29. A content processing apparatus according to claim 28, wherein said searcher searches a content having the substantially same contents as those in the portions exclusive of the portion to be hidden by, based on a prespecified allowable similarity, searching for a content having a similarity exceeding said similarity.
30. A content processing apparatus according to claim 28, wherein the apparatus comprises selector for selecting a content that is most dissimilar to said portion to be hidden out of contents searched by said searcher based on the degree of dissimilarity calculated by said calculator.
31. A content processing apparatus according to claim 28, wherein
said content is a document, and
said calculator calculates said degree of dissimilarity as an Euclidean distance between a document resulting from search by said searcher and a document contained in said portion to be hidden.
32. A content processing apparatus according to claim 28, wherein said content processing apparatus comprises a distance calculation database containing word statistic information, and
said calculator refers to said distance calculation database to calculate the degree of dissimilarity as a total sum of co-occurrence frequencies or a total sum of amounts of mutual information of words contained in the document in the content resulting from search by said searcher and words contained in the document in said portion to be hidden.
33. A content processing apparatus according to claim 28, wherein said content processing apparatus comprises a thesaurus as a distance calculation database containing word statistic information, and
said calculator refers to said thesaurus to calculate said degree of dissimilarity as a total sum of distances in the thesaurus between words contained in the similar document resulting from search by said searcher and words contained in a specified range in said input document.

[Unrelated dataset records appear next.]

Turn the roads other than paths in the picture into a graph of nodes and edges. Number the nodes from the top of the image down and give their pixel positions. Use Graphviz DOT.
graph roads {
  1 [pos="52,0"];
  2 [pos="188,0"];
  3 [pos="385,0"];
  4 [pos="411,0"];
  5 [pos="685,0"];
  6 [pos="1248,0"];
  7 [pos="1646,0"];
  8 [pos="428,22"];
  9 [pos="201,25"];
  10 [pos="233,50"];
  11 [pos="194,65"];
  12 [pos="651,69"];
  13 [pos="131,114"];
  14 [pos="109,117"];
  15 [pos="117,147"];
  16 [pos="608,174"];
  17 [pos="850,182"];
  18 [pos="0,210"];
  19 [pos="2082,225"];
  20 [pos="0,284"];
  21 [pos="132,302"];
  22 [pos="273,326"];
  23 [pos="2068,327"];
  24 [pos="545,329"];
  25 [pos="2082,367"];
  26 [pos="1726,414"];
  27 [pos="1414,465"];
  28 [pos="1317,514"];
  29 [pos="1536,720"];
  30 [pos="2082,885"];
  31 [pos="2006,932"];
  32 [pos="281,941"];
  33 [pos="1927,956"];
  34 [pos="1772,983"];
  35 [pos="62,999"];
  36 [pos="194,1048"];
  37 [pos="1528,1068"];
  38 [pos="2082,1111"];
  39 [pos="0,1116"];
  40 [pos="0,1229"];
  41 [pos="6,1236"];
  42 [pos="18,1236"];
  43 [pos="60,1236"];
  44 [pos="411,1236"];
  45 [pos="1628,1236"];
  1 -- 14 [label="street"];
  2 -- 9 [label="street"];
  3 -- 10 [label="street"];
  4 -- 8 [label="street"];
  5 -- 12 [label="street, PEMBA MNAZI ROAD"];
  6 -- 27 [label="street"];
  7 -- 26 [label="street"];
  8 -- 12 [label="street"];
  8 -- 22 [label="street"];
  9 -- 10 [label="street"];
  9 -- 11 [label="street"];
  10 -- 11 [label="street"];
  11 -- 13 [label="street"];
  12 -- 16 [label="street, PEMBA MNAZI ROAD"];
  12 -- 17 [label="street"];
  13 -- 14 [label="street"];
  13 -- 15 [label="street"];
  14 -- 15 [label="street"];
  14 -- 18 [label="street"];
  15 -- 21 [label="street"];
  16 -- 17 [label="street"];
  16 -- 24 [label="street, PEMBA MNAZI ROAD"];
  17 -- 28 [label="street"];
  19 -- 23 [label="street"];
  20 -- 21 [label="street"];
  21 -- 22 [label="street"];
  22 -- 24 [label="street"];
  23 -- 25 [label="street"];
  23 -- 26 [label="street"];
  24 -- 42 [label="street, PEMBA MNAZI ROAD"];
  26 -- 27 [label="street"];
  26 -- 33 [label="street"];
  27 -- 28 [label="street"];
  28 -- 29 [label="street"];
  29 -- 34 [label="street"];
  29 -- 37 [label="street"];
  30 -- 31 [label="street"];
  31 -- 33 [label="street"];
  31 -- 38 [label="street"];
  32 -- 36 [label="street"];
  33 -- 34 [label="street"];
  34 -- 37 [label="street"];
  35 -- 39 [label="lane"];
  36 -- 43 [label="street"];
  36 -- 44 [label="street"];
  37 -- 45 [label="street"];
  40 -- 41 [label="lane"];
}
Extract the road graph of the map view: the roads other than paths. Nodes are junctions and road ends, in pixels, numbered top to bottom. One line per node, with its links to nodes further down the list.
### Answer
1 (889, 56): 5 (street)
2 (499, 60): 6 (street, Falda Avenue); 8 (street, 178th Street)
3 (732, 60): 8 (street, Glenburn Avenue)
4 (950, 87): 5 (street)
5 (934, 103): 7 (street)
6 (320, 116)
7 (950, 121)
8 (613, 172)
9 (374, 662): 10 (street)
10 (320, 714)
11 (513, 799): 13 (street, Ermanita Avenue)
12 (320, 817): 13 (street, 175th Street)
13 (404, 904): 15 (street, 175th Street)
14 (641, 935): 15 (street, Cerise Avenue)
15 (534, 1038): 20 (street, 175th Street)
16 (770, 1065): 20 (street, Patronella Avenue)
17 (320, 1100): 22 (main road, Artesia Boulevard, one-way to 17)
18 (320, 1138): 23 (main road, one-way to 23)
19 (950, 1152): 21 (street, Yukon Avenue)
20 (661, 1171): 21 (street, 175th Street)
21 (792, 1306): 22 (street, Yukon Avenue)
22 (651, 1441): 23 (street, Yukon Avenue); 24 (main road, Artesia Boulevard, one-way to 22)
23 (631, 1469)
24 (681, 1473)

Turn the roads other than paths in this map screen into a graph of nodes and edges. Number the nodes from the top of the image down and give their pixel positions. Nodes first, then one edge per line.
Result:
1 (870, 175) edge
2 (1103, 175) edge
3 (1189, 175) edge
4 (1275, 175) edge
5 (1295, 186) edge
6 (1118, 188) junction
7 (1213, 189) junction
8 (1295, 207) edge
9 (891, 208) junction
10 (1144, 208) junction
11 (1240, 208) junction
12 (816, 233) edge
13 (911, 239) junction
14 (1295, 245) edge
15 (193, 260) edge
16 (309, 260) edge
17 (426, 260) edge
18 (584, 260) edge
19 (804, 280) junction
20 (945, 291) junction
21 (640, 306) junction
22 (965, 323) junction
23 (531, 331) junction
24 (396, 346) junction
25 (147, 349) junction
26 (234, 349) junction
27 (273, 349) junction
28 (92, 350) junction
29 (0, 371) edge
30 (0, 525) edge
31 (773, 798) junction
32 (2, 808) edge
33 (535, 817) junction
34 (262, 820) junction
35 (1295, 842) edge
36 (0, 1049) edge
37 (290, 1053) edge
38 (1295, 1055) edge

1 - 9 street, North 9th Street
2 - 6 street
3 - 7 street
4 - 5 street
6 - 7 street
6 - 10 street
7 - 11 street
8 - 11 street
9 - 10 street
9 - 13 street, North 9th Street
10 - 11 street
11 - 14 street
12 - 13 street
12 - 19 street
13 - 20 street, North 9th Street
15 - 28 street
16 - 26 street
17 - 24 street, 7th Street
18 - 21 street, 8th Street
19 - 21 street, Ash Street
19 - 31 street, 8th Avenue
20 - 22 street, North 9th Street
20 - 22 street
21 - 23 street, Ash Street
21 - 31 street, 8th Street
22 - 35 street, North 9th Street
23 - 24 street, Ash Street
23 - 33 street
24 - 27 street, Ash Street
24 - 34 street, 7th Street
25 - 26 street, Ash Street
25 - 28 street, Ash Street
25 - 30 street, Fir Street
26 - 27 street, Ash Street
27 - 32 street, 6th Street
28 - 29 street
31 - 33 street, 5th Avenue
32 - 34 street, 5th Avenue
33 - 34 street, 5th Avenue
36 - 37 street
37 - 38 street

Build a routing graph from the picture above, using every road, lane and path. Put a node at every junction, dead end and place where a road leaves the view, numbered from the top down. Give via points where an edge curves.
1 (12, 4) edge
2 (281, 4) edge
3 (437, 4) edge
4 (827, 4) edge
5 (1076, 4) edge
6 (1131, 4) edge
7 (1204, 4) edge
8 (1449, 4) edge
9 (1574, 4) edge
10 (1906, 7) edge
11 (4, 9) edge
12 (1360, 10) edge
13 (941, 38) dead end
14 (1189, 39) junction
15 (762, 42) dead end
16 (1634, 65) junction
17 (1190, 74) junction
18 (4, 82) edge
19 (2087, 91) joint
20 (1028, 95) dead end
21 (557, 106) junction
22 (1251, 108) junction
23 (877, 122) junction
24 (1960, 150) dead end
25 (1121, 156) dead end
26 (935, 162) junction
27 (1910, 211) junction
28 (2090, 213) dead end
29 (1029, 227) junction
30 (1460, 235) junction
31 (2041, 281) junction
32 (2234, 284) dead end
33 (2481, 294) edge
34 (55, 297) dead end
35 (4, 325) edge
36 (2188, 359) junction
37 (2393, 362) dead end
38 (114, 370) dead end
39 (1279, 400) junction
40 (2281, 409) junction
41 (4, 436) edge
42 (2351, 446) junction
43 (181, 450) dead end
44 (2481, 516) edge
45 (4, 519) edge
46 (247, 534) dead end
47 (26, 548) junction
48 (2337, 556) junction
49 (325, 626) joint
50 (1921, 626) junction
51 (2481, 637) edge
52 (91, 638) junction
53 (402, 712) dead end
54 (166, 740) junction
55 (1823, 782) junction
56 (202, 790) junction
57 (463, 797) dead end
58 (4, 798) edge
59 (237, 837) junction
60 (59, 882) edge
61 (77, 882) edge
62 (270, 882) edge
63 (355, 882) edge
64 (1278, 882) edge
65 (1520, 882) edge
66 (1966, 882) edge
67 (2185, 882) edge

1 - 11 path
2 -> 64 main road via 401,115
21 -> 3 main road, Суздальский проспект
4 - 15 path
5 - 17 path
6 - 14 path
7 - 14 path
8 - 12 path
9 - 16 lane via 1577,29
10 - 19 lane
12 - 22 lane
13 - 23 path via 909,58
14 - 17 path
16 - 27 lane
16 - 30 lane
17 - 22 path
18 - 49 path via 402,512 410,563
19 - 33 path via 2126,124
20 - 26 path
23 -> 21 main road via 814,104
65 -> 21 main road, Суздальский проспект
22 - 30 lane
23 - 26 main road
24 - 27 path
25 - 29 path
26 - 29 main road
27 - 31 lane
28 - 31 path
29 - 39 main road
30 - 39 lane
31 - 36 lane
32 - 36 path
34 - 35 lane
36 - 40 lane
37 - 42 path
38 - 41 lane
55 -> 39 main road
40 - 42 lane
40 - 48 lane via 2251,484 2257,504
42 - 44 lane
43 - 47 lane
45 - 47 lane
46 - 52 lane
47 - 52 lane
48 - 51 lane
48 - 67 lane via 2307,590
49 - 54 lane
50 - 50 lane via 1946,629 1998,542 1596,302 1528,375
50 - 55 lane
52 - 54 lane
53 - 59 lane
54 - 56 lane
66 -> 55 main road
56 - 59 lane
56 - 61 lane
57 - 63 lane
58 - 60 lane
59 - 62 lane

34. A content processing apparatus according to claim 28, wherein said calculator is configured to calculate at least one of an occurrence frequency of words or character strings contained in the document resulting from search by said searcher and an appearance time of said document resulting from said search, and correct said degree of dissimilarity based on a result of the calculation.
35. A content processing apparatus according to claim 34, wherein the correction of the degree of dissimilarity at said calculator is correction for adding the calculated occurrence frequency to said degree of dissimilarity.
36. A content processing apparatus according to claim 34, wherein the correction of the degree of dissimilarity at said calculator is correction for calculating a differential value between the calculated appearance time and a current time, and adding a weighting value depending upon the differential value to said degree of dissimilarity.
37. A content processing apparatus according to claim 28, wherein the apparatus comprises specifying device for specifying a portion to be hidden in an input document.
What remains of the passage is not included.